▶ [GIVEN DATA]
= Beginning of Section =

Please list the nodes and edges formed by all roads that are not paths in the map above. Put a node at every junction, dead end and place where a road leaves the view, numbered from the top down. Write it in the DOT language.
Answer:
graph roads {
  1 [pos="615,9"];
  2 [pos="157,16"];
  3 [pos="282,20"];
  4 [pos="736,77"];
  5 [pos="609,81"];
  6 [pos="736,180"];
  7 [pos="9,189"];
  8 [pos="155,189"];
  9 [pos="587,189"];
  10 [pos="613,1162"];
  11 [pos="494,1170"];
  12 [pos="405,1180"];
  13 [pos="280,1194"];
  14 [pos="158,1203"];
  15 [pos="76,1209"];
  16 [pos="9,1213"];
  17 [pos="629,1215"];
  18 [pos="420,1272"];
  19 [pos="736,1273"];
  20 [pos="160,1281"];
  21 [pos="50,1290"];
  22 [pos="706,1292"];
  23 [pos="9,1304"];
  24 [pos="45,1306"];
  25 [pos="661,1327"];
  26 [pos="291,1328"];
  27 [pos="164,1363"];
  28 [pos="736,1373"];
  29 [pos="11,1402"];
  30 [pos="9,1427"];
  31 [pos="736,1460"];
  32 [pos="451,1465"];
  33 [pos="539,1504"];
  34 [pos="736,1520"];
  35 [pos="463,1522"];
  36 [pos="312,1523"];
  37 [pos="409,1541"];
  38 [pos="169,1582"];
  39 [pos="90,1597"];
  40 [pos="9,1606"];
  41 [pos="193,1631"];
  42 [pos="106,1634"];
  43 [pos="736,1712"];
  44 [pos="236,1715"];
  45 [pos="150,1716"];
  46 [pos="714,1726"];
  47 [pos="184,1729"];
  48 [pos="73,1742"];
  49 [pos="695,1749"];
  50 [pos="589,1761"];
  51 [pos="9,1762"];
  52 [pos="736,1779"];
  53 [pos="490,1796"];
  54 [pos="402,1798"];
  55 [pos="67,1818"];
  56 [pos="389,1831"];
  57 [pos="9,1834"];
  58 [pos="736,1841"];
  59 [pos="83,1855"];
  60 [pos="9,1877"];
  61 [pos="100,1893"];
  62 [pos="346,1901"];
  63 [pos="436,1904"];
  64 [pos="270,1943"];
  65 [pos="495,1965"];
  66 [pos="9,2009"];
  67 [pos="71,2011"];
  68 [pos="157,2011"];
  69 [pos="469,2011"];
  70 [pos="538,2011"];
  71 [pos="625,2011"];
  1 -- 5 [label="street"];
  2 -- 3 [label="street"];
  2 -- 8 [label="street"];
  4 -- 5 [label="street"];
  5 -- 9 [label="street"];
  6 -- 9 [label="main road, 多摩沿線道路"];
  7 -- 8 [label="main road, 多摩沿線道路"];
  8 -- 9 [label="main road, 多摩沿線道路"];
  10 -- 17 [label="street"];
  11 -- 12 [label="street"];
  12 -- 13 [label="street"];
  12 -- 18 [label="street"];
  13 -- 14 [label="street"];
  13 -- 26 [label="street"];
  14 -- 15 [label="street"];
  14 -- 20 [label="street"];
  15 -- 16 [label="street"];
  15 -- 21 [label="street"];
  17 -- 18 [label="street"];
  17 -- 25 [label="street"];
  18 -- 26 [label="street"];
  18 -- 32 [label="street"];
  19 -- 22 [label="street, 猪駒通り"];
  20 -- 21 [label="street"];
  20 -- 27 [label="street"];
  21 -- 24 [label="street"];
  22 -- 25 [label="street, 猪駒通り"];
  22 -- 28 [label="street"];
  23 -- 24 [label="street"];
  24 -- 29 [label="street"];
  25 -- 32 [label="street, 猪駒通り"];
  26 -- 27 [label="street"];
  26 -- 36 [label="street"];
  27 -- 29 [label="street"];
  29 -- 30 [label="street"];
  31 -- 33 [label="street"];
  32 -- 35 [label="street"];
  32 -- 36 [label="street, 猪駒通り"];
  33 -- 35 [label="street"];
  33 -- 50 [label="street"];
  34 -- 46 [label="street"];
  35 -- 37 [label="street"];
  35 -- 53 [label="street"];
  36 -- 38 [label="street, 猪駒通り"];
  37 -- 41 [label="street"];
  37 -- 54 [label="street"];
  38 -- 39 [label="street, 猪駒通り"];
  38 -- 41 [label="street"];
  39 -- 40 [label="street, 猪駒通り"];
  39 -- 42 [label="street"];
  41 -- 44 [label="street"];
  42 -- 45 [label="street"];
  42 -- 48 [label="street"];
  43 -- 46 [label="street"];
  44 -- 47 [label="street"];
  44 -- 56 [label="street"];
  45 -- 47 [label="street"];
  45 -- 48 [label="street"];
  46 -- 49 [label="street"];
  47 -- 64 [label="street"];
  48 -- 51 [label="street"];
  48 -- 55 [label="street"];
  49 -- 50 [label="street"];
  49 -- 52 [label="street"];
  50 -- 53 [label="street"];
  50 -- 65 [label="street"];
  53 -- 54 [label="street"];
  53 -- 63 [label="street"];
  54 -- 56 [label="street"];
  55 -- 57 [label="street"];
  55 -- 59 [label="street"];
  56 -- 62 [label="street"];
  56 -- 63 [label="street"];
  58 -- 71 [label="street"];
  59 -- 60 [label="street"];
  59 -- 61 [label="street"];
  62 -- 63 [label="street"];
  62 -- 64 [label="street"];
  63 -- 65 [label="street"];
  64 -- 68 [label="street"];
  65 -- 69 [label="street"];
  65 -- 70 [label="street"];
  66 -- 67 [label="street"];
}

= End of Section =

▶ [WORK TASK] Where a line of the records has the string "猪駒通り", copy that line.

▶ [ANSWER SECTION]
  19 -- 22 [label="street, 猪駒通り"];
  22 -- 25 [label="street, 猪駒通り"];
  25 -- 32 [label="street, 猪駒通り"];
  32 -- 36 [label="street, 猪駒通り"];
  36 -- 38 [label="street, 猪駒通り"];
  38 -- 39 [label="street, 猪駒通り"];
  39 -- 40 [label="street, 猪駒通り"];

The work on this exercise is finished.